Where "lane" appears in a line of the entries below, that line should be copied.

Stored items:
▼▼▼

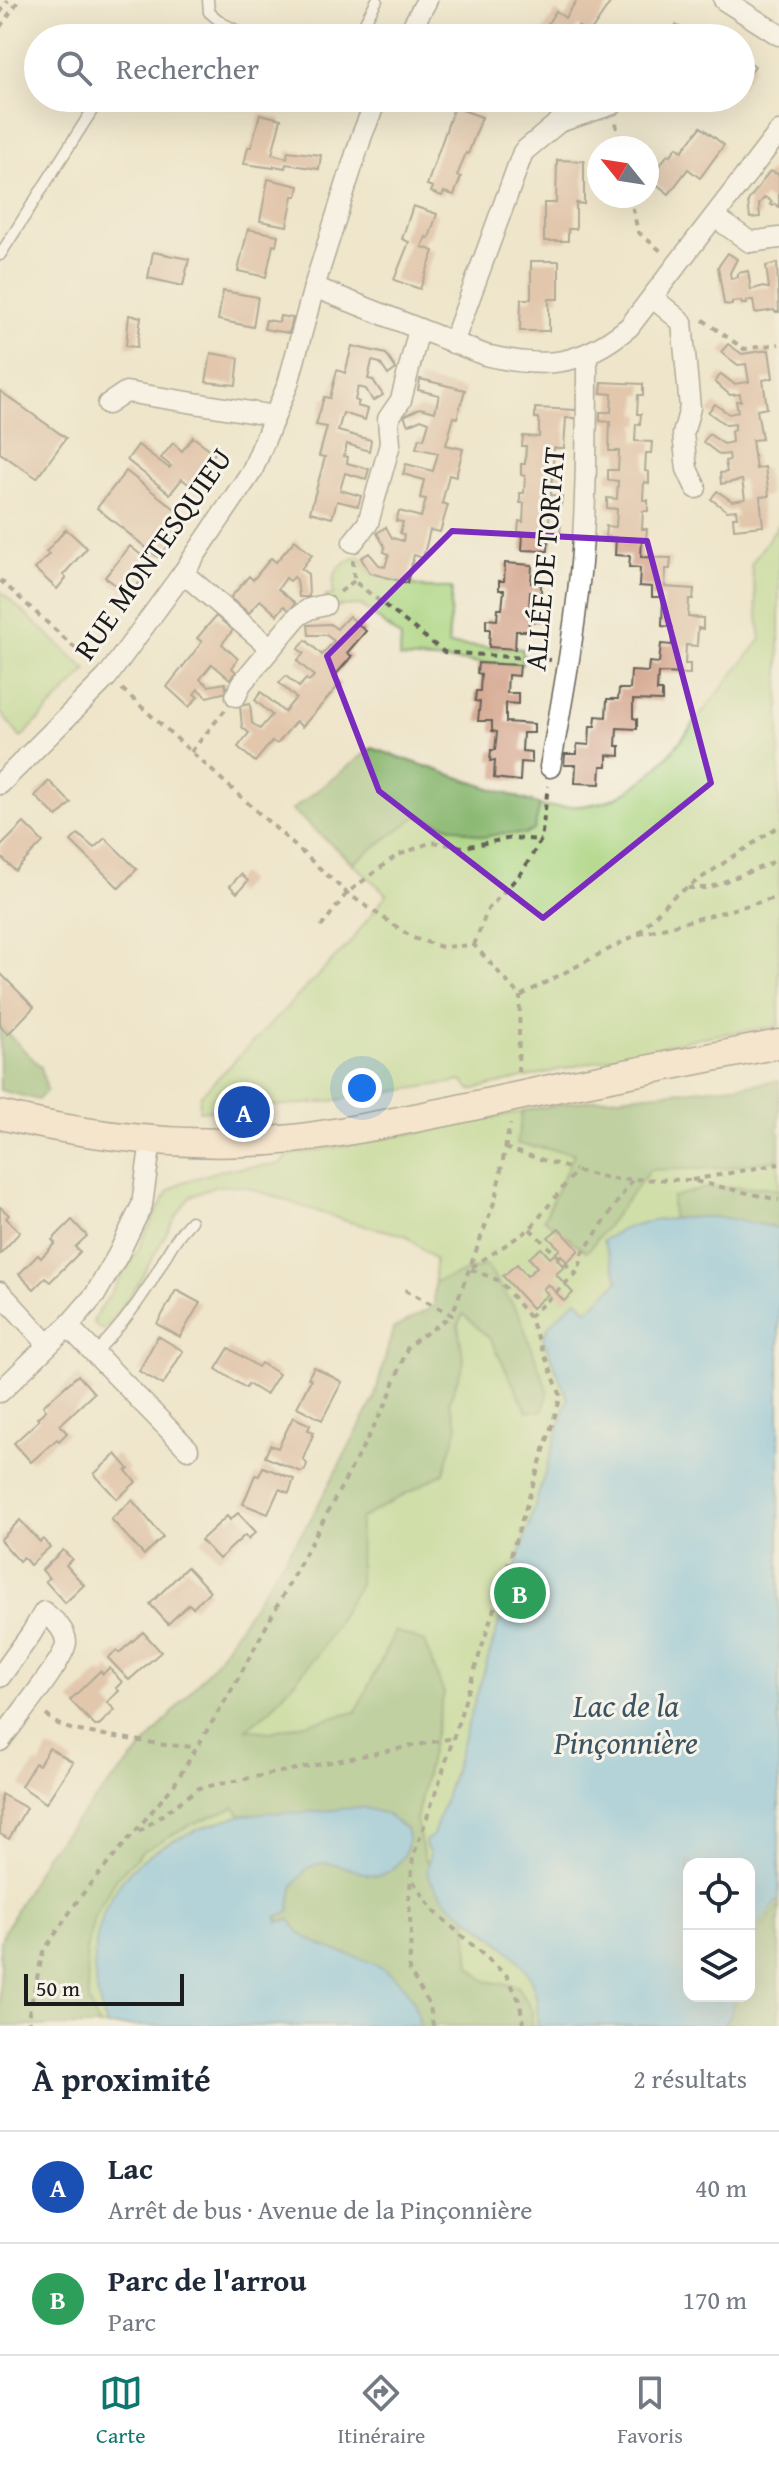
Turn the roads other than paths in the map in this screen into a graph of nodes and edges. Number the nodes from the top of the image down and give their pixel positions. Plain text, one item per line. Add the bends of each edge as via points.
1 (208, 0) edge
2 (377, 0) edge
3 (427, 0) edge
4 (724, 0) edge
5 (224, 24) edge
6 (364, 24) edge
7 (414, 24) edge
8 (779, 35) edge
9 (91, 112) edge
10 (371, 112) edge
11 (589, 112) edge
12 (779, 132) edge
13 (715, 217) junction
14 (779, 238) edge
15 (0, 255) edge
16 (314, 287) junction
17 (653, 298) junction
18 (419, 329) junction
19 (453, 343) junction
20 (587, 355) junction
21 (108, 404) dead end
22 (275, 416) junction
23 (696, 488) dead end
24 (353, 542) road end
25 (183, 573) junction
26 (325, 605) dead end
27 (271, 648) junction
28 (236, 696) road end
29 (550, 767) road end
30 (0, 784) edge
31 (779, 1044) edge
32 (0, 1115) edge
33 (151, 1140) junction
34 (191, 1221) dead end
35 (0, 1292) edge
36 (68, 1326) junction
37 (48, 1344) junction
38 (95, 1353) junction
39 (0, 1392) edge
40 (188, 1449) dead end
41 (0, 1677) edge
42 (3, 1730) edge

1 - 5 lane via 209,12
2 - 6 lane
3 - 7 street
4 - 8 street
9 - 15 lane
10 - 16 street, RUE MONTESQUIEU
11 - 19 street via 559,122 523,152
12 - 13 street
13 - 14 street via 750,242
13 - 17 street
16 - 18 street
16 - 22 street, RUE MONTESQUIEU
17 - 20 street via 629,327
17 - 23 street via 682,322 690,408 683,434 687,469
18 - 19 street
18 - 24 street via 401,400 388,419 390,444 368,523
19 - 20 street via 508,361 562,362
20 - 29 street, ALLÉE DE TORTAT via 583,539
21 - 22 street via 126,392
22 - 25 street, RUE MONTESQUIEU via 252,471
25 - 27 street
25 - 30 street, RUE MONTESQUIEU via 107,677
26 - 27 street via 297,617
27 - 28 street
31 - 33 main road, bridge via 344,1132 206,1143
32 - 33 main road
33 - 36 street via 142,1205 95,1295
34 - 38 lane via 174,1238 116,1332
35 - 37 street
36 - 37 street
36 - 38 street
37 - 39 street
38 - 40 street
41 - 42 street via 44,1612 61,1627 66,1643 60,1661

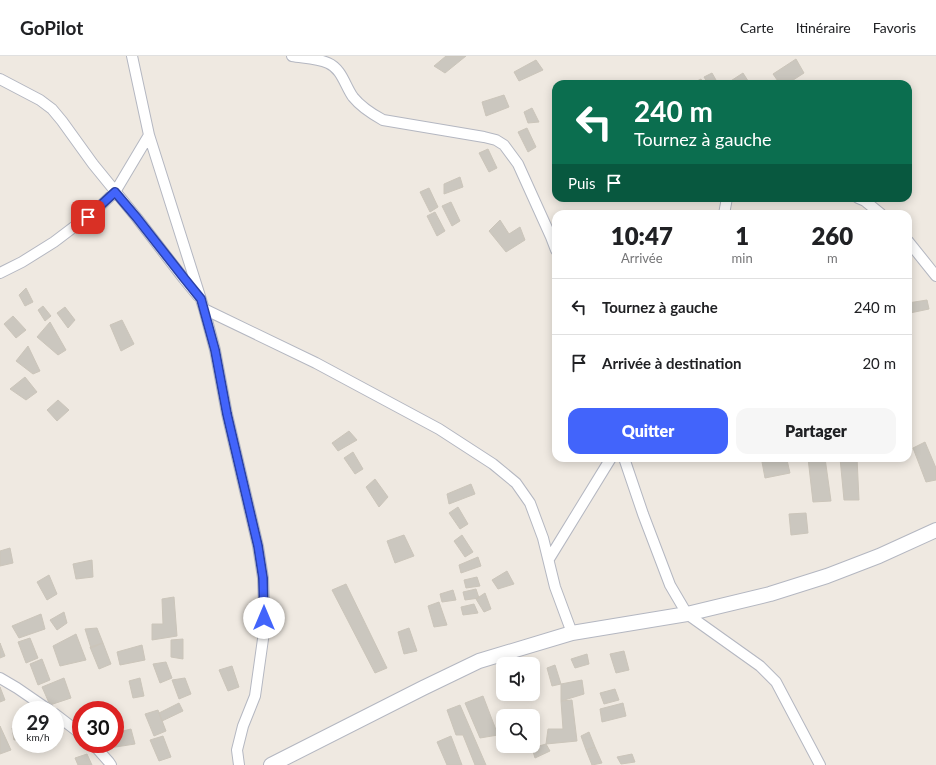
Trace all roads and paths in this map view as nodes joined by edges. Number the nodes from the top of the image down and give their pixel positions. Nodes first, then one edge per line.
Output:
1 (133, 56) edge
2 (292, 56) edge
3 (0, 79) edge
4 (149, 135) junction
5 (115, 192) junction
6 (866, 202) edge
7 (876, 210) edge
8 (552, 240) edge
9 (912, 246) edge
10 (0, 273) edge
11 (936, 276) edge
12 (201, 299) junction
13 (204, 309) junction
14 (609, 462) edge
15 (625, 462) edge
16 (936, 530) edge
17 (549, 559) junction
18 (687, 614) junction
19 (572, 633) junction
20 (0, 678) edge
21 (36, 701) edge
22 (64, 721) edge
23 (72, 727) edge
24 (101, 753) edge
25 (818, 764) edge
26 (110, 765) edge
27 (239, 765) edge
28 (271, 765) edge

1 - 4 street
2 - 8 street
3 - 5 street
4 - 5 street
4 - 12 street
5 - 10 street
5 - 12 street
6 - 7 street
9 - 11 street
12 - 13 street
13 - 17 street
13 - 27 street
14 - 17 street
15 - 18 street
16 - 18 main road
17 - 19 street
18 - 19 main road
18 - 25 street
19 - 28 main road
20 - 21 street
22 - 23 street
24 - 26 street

▲▲▲

> _Your solution_:
1 - 5 lane via 209,12
2 - 6 lane
9 - 15 lane
34 - 38 lane via 174,1238 116,1332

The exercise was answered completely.